Lembro-me de vários mapas, aliás. Por um deles, pendurado numa sala esbranquiçada, com cheiro de pó e de cal, estudei a geografia portuguesa na altura em que havia províncias ultramarinas. Também aprendi o que eram elevações, penínsulas, istmos, vales, depressões, planaltos, apeadeiros ferroviários e afluentes. O mundo alterou-se substancialmente mas nunca esqueci esses nomes.

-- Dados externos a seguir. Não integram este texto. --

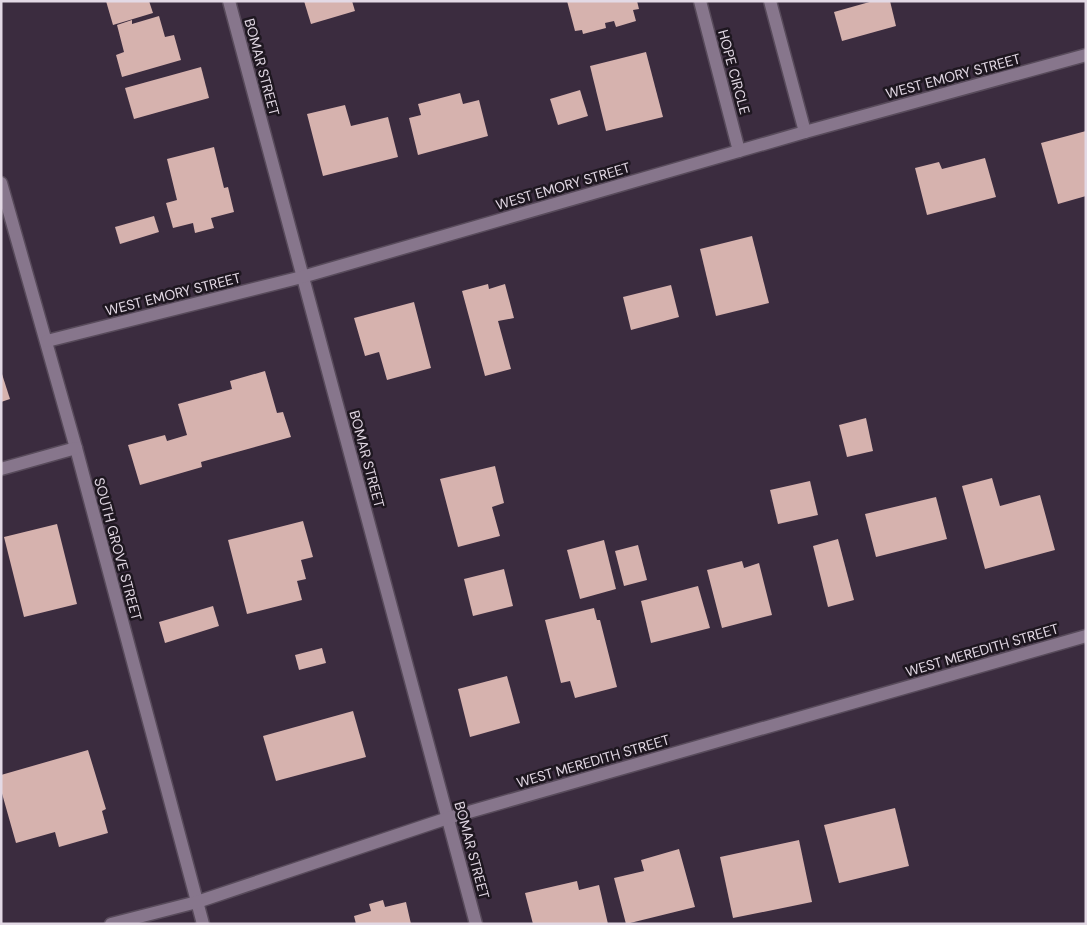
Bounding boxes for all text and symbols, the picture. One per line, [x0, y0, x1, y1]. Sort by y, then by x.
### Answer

Outro mapa fundamental encontrava-se, para minha felicidade, numa agência de viagens da Wasteels, em Lisboa, bem perto de Santa Apolónia - e eu teria vinte anos, aproximadamente, ou menos. A primeira vez que me aproximei daquele funcionário discreto, sorridente e tímido, pronunciei erradamente o nome de uma cidade onde queria ir: Svolvaer (um dia explicarei porque Svolvaer). Ele, que teria mais uns dez anos do que eu, não perdeu o sorriso e invocou, vagamente, o muito que havia a fazer naquela altura do ano. Eu queria comprar o inter-rail (era o nosso verdadeiro passaporte europeu), mas queria ter a certeza de que o passe ferroviário me garantia a entrada (triunfal, admito, mas só na minha imaginação) em Svolvaer. Ele não pestanejou. Disse apenas: "Pode, com um pequeno suplemento. Ai uns dois contos para a viagem a partir de Trondheim." Senti-me derrotado. Ele sabia onde ficava Svolvaer, mencionava Trondheim e, se fosse preciso, estou hoje em crer, desenharia com o lápis toda a geografia da Noruega, incluindo aquela devassidão de fiordes e de ilhas escuras. Comprei o inter-rail (mais os suplementos de barco) e a minha viagem levou-me a Svolvaer. Devo isso aquele funcionário da Wasteels.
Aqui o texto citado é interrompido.